**DATA PROVIDED**

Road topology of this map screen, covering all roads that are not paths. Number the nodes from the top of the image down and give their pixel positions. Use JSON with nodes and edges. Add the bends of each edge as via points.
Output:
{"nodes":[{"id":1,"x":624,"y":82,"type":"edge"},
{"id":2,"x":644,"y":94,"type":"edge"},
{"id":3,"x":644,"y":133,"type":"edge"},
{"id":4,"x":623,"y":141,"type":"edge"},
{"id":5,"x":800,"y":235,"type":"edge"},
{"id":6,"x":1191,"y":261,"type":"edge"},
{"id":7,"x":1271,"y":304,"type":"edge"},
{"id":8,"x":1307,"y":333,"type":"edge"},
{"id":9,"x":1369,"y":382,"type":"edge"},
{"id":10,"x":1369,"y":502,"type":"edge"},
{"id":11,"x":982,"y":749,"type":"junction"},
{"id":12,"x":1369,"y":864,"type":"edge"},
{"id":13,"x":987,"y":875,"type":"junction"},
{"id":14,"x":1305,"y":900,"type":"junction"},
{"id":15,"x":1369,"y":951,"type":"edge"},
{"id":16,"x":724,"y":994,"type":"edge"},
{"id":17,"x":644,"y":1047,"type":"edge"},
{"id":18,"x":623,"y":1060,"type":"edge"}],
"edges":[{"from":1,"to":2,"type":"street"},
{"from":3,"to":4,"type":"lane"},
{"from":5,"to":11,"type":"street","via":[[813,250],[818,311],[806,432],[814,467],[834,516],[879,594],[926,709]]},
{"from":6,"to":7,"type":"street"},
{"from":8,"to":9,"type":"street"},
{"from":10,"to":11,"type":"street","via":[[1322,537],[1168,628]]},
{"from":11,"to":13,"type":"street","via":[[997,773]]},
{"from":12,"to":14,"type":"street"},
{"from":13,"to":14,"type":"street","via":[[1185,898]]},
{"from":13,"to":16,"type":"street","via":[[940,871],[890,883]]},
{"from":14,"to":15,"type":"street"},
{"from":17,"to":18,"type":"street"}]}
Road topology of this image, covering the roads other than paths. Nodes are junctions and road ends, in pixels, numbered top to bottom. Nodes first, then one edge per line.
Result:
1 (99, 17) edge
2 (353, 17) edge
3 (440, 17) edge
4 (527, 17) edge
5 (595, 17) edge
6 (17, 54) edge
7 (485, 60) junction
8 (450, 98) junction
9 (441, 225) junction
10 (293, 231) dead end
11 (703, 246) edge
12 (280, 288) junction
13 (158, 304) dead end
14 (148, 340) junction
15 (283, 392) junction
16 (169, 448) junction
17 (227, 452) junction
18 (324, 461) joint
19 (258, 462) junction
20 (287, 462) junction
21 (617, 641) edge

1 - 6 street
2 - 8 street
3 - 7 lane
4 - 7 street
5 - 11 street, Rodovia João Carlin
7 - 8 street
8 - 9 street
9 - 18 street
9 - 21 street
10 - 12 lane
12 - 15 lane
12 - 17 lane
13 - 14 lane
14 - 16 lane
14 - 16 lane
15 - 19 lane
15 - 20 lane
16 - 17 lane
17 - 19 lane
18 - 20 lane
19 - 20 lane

**TASK PROMPT**
Write each line of the data down again exactly as it reads.

**YOUR RESPONSE**
Road topology of this map screen, covering all roads that are not paths. Number the nodes from the top of the image down and give their pixel positions. Use JSON with nodes and edges. Add the bends of each edge as via points.
Output:
{"nodes":[{"id":1,"x":624,"y":82,"type":"edge"},
{"id":2,"x":644,"y":94,"type":"edge"},
{"id":3,"x":644,"y":133,"type":"edge"},
{"id":4,"x":623,"y":141,"type":"edge"},
{"id":5,"x":800,"y":235,"type":"edge"},
{"id":6,"x":1191,"y":261,"type":"edge"},
{"id":7,"x":1271,"y":304,"type":"edge"},
{"id":8,"x":1307,"y":333,"type":"edge"},
{"id":9,"x":1369,"y":382,"type":"edge"},
{"id":10,"x":1369,"y":502,"type":"edge"},
{"id":11,"x":982,"y":749,"type":"junction"},
{"id":12,"x":1369,"y":864,"type":"edge"},
{"id":13,"x":987,"y":875,"type":"junction"},
{"id":14,"x":1305,"y":900,"type":"junction"},
{"id":15,"x":1369,"y":951,"type":"edge"},
{"id":16,"x":724,"y":994,"type":"edge"},
{"id":17,"x":644,"y":1047,"type":"edge"},
{"id":18,"x":623,"y":1060,"type":"edge"}],
"edges":[{"from":1,"to":2,"type":"street"},
{"from":3,"to":4,"type":"lane"},
{"from":5,"to":11,"type":"street","via":[[813,250],[818,311],[806,432],[814,467],[834,516],[879,594],[926,709]]},
{"from":6,"to":7,"type":"street"},
{"from":8,"to":9,"type":"street"},
{"from":10,"to":11,"type":"street","via":[[1322,537],[1168,628]]},
{"from":11,"to":13,"type":"street","via":[[997,773]]},
{"from":12,"to":14,"type":"street"},
{"from":13,"to":14,"type":"street","via":[[1185,898]]},
{"from":13,"to":16,"type":"street","via":[[940,871],[890,883]]},
{"from":14,"to":15,"type":"street"},
{"from":17,"to":18,"type":"street"}]}
Road topology of this image, covering the roads other than paths. Nodes are junctions and road ends, in pixels, numbered top to bottom. Nodes first, then one edge per line.
Result:
1 (99, 17) edge
2 (353, 17) edge
3 (440, 17) edge
4 (527, 17) edge
5 (595, 17) edge
6 (17, 54) edge
7 (485, 60) junction
8 (450, 98) junction
9 (441, 225) junction
10 (293, 231) dead end
11 (703, 246) edge
12 (280, 288) junction
13 (158, 304) dead end
14 (148, 340) junction
15 (283, 392) junction
16 (169, 448) junction
17 (227, 452) junction
18 (324, 461) joint
19 (258, 462) junction
20 (287, 462) junction
21 (617, 641) edge

1 - 6 street
2 - 8 street
3 - 7 lane
4 - 7 street
5 - 11 street, Rodovia João Carlin
7 - 8 street
8 - 9 street
9 - 18 street
9 - 21 street
10 - 12 lane
12 - 15 lane
12 - 17 lane
13 - 14 lane
14 - 16 lane
14 - 16 lane
15 - 19 lane
15 - 20 lane
16 - 17 lane
17 - 19 lane
18 - 20 lane
19 - 20 lane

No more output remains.